News

INCEP Technologies Announces Agreement with HP

July 28, 2003 by Jeff Shepard

INCEP Technologies Inc. (San Diego, CA) announced that it has signed an agreement with Hewlett-Packard (HP) to develop power delivery technologies for use in high-performance systems that use Itanium microprocessors, including HP’s Integrity enterprise servers. INCEP is establishing a new standard with its microprocessor power delivery architecture, which combines the microprocessor die and its chip-carrier substrates with the microprocessor’s power conditioning circuitry.

The INCEP solution requires only a single heat dissipating device and retention solution for the co-packaged microprocessor and power supply. INCEP has developed a patented approach of applying power to the surface of a microprocessor package, which supports traditional pin-grid array as well as land-grid array configurations. The solution also requires a high-performance power connector and a high-density dc/dc converter, which combine to deliver the necessary device power.

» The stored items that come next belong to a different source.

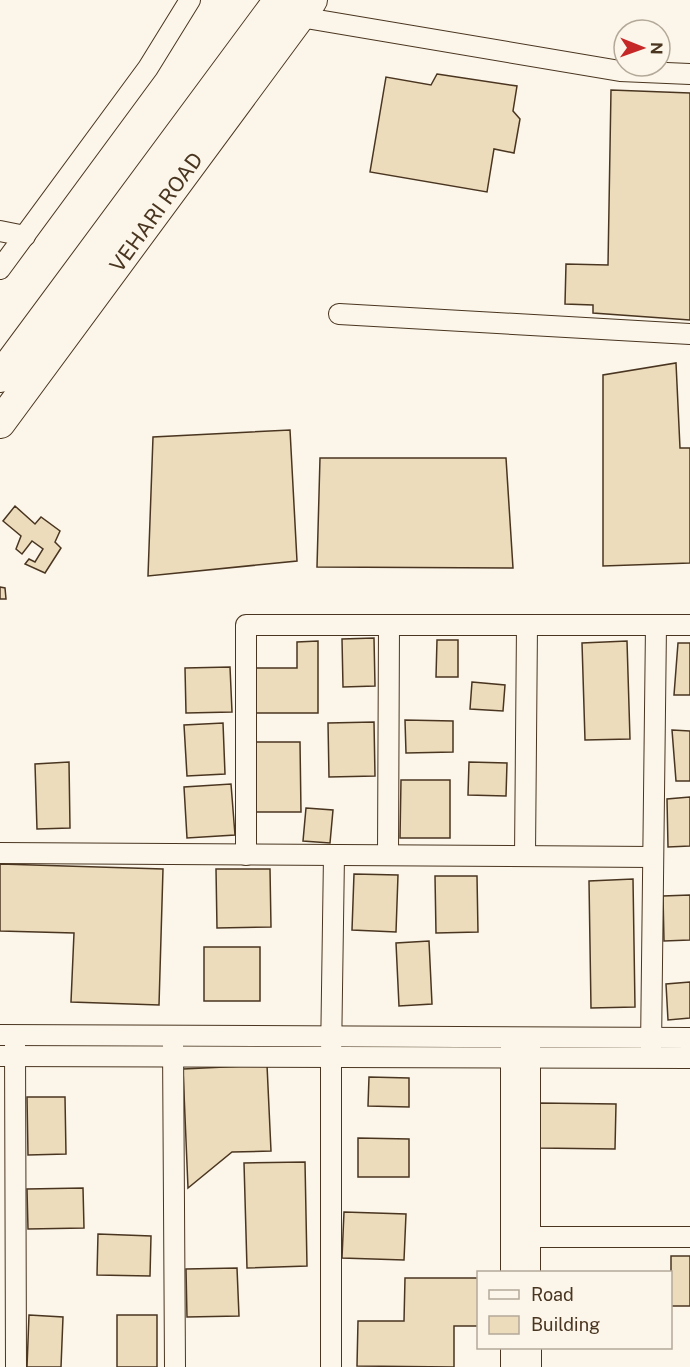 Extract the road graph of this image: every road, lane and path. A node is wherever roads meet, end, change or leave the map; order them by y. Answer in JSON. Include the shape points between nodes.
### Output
{"nodes":[{"id":1,"x":190,"y":0,"type":"edge"},
{"id":2,"x":297,"y":6,"type":"edge"},
{"id":3,"x":690,"y":74,"type":"edge"},
{"id":4,"x":0,"y":231,"type":"edge"},
{"id":5,"x":25,"y":236,"type":"junction"},
{"id":6,"x":0,"y":269,"type":"edge"},
{"id":7,"x":339,"y":314,"type":"dead end"},
{"id":8,"x":690,"y":334,"type":"edge"},
{"id":9,"x":0,"y":377,"type":"edge"},
{"id":10,"x":0,"y":423,"type":"edge"},
{"id":11,"x":389,"y":625,"type":"junction"},
{"id":12,"x":527,"y":625,"type":"junction"},
{"id":13,"x":656,"y":625,"type":"junction"},
{"id":14,"x":690,"y":625,"type":"edge"},
{"id":15,"x":0,"y":854,"type":"edge"},
{"id":16,"x":246,"y":855,"type":"junction"},
{"id":17,"x":334,"y":855,"type":"junction"},
{"id":18,"x":388,"y":855,"type":"junction"},
{"id":19,"x":525,"y":856,"type":"junction"},
{"id":20,"x":653,"y":857,"type":"junction"},
{"id":21,"x":7,"y":1035,"type":"edge"},
{"id":22,"x":173,"y":1036,"type":"junction"},
{"id":23,"x":331,"y":1036,"type":"junction"},
{"id":24,"x":520,"y":1037,"type":"junction"},
{"id":25,"x":651,"y":1037,"type":"junction"},
{"id":26,"x":690,"y":1038,"type":"edge"},
{"id":27,"x":7,"y":1056,"type":"edge"},
{"id":28,"x":173,"y":1056,"type":"junction"},
{"id":29,"x":331,"y":1057,"type":"junction"},
{"id":30,"x":510,"y":1058,"type":"junction"},
{"id":31,"x":530,"y":1058,"type":"junction"},
{"id":32,"x":651,"y":1058,"type":"junction"},
{"id":33,"x":690,"y":1058,"type":"edge"},
{"id":34,"x":521,"y":1237,"type":"junction"},
{"id":35,"x":690,"y":1237,"type":"edge"},
{"id":36,"x":511,"y":1271,"type":"edge"},
{"id":37,"x":530,"y":1271,"type":"edge"},
{"id":38,"x":511,"y":1349,"type":"edge"},
{"id":39,"x":531,"y":1349,"type":"edge"},
{"id":40,"x":16,"y":1367,"type":"edge"},
{"id":41,"x":175,"y":1367,"type":"edge"},
{"id":42,"x":331,"y":1367,"type":"edge"},
{"id":43,"x":511,"y":1367,"type":"edge"},
{"id":44,"x":531,"y":1367,"type":"edge"}],
"edges":[{"from":1,"to":5,"type":"street","via":[[148,68]]},
{"from":2,"to":3,"type":"street","via":[[620,71]]},
{"from":2,"to":9,"type":"main road","name":"VEHARI ROAD"},
{"from":2,"to":10,"type":"main road","name":"VEHARI ROAD"},
{"from":4,"to":5,"type":"street"},
{"from":5,"to":6,"type":"street"},
{"from":7,"to":8,"type":"street"},
{"from":11,"to":12,"type":"street"},
{"from":11,"to":16,"type":"street","via":[[246,625]]},
{"from":11,"to":18,"type":"street"},
{"from":12,"to":13,"type":"street"},
{"from":12,"to":19,"type":"street"},
{"from":13,"to":14,"type":"street"},
{"from":13,"to":20,"type":"street"},
{"from":15,"to":16,"type":"street"},
{"from":16,"to":17,"type":"street"},
{"from":17,"to":18,"type":"street"},
{"from":17,"to":23,"type":"street"},
{"from":18,"to":19,"type":"street"},
{"from":19,"to":20,"type":"street"},
{"from":20,"to":25,"type":"street"},
{"from":21,"to":22,"type":"street"},
{"from":21,"to":27,"type":"street"},
{"from":22,"to":23,"type":"street"},
{"from":22,"to":28,"type":"street"},
{"from":23,"to":24,"type":"street"},
{"from":23,"to":29,"type":"street"},
{"from":24,"to":25,"type":"street"},
{"from":24,"to":30,"type":"street"},
{"from":24,"to":31,"type":"street"},
{"from":25,"to":26,"type":"street"},
{"from":25,"to":32,"type":"street"},
{"from":27,"to":28,"type":"street"},
{"from":27,"to":40,"type":"street"},
{"from":28,"to":29,"type":"street"},
{"from":28,"to":41,"type":"street"},
{"from":29,"to":30,"type":"street"},
{"from":29,"to":42,"type":"street"},
{"from":30,"to":31,"type":"street"},
{"from":30,"to":34,"type":"street"},
{"from":31,"to":32,"type":"street"},
{"from":31,"to":34,"type":"street"},
{"from":32,"to":33,"type":"street"},
{"from":34,"to":35,"type":"street"},
{"from":34,"to":36,"type":"street"},
{"from":34,"to":37,"type":"street"},
{"from":38,"to":43,"type":"street"},
{"from":39,"to":44,"type":"street"}]}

The assembly is referred to as the ZVRM™ Assembly for computing applications, and the Zbrick™ Assembly for communication applications. High-density power and thermal solutions are expected to be a key differentiator in systems, especially those that feature z-axis power technologies such as the HP mx2 module. Under the terms of the agreement, INCEP has made its innovations in power delivery available to HP for multi-processor power modules, and will be working with HP over the next three years on enterprise server microprocessor power delivery applications.

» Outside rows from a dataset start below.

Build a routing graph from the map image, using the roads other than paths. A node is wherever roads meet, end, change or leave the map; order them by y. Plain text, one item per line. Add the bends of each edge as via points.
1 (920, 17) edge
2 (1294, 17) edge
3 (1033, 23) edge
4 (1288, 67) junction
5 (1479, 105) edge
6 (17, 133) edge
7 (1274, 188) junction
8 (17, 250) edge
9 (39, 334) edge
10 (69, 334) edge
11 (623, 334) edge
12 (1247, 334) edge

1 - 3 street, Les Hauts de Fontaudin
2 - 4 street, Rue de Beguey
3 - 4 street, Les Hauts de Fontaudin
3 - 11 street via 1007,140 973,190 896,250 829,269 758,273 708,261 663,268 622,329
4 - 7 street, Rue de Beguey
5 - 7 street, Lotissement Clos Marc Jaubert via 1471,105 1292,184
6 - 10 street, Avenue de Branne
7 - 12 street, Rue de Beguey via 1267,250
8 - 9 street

The INCEP technology will enable microprocessors to run over 200W at less than 1V. Due to the short path between the power supply and the device, the technology will support static device currents over 200A and dynamic currents over 5,000A/µs. The ZVRM and ZBrick Assemblies not only promise a performance roadmap that meets all device, power and system performance requirements, but it also plans to deliver reductions in cost compared to alternatives of up to 50% for the voltage regulation circuitry, 16% for the device package and over 20% on power delivery components at the system-level for the OEM.